Wisconsin Sports Network
- Type: Regional sports network
- Country: United States
- Broadcast area: Wisconsin
- Headquarters: Milwaukee, Wisconsin

Programming
- Language(s): English

Ownership
- Owner: Group W

History
- Launched: 1996
- Closed: 1997
- Replaced by: Midwest Sports Channel/Fox Sports Wisconsin/Bally Sports Wisconsin Time Warner Cable SportsChannel/Spectrum Sports Wisconsin

= Wisconsin Sports Network (TV channel) =

Defunct regional sports network in Wisconsin

Wisconsin Sports Network was a regional sports network that served the state of Wisconsin.

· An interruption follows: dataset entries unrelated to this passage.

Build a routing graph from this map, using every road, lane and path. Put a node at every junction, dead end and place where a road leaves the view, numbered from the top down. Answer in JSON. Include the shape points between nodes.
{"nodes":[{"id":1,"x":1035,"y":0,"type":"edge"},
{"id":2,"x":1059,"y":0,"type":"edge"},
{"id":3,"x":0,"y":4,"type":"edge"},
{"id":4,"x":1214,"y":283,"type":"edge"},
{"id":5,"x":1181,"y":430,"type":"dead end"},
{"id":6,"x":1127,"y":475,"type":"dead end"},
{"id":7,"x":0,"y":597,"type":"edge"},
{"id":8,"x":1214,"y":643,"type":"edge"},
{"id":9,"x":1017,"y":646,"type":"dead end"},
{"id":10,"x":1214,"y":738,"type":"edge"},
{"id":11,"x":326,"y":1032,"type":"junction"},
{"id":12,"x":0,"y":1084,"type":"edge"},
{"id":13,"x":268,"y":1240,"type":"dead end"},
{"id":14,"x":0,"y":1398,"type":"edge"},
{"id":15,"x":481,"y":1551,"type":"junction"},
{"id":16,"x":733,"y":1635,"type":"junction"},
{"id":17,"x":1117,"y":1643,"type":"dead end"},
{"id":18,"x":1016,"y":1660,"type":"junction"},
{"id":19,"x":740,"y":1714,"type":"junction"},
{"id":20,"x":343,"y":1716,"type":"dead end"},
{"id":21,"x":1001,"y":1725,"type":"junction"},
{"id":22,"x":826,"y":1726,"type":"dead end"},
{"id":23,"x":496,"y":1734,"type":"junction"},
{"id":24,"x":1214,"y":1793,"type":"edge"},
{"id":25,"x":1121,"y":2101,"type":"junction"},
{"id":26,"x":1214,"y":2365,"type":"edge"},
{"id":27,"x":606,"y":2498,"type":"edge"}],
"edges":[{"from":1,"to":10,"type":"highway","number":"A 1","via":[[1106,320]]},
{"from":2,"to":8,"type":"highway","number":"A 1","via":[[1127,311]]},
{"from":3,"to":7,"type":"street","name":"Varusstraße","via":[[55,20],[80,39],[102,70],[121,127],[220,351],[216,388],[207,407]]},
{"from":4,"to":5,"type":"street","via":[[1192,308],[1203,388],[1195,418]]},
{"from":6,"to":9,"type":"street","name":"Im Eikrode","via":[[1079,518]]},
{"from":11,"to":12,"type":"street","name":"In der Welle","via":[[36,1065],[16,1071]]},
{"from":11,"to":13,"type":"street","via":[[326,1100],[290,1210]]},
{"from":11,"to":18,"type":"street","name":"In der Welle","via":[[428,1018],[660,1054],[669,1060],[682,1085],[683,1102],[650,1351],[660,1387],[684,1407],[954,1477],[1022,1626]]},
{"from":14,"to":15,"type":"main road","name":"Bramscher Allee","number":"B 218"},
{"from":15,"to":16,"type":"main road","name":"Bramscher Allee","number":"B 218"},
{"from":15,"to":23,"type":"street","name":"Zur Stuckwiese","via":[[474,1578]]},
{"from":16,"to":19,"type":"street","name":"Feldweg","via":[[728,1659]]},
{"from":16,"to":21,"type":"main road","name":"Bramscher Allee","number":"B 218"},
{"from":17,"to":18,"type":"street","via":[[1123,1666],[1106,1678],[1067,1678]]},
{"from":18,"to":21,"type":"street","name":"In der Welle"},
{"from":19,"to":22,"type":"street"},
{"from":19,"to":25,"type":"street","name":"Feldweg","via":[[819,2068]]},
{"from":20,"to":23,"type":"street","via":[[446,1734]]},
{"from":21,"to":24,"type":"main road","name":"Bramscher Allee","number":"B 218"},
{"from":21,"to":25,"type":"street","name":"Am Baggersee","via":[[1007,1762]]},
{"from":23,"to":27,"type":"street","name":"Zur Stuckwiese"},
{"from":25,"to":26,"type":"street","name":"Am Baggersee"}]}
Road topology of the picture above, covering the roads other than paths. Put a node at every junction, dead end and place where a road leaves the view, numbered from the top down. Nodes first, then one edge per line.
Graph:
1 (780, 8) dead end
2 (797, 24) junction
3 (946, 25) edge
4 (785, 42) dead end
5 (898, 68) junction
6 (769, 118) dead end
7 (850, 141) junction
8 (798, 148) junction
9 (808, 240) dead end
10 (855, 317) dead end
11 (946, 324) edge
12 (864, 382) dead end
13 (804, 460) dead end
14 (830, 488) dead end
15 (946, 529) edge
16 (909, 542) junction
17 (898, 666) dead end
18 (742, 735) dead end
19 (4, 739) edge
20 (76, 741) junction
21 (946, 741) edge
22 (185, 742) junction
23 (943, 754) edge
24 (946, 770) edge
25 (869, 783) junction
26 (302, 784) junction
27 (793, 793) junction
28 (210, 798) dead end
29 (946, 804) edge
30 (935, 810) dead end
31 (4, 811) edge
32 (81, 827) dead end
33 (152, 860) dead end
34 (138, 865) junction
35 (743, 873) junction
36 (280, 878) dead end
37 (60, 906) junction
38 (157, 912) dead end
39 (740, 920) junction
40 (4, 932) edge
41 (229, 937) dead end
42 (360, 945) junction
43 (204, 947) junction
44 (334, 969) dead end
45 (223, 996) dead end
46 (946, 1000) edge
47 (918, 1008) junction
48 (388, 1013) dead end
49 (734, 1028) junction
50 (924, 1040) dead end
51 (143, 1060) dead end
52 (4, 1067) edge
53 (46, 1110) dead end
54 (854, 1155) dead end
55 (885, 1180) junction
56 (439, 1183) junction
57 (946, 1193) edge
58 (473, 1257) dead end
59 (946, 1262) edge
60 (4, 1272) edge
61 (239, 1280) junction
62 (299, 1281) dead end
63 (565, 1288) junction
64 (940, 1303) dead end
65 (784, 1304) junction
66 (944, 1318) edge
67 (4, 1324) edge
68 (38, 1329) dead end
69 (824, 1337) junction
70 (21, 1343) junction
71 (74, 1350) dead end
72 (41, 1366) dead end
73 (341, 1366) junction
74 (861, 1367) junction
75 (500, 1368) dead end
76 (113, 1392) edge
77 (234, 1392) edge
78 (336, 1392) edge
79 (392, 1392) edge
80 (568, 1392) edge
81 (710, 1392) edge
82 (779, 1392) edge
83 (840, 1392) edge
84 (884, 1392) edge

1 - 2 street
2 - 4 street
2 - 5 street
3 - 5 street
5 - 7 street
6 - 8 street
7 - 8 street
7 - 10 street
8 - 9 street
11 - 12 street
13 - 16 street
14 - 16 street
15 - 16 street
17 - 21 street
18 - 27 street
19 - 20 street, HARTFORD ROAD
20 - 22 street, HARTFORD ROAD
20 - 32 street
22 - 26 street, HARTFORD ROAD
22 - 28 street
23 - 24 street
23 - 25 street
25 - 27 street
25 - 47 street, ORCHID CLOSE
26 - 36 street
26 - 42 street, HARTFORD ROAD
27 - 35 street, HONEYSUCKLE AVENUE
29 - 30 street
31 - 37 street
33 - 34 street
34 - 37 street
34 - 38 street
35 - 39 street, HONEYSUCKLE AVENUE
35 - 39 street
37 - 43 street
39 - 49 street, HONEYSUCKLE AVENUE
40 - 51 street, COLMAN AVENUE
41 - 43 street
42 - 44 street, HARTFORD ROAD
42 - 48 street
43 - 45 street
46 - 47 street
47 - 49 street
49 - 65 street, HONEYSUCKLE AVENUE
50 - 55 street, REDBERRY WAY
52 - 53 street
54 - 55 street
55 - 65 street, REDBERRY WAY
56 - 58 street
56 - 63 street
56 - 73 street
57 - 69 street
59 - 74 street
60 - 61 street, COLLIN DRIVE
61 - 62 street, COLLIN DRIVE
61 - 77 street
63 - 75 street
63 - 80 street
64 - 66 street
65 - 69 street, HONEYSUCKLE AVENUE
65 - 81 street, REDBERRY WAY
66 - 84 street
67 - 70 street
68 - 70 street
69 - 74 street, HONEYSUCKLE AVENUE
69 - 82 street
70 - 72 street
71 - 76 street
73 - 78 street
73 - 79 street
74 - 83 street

The network was created in 1996 when Westinghouse Broadcasting (Group W) gained broadcast rights to both the Milwaukee Bucks and Milwaukee Brewers.

==History==
The Bucks games were first broadcast in January 1996 under the name Bucks Network, but the name was changed to Wisconsin Sports Network a few months later once the broadcast rights to the Brewers were obtained. 25 Brewers games were carried during the 1996 season. When not broadcasting live games, the schedule was filled with programming from NewSport. In 1997, Midwest Sports Channel (owned by CBS, which had just purchased Westinghouse) assumed responsibility for producing and distributing games on the network. The network briefly became known as the Wisconsin Sports Channel before being folded into Midwest Sports Channel at the end of the year.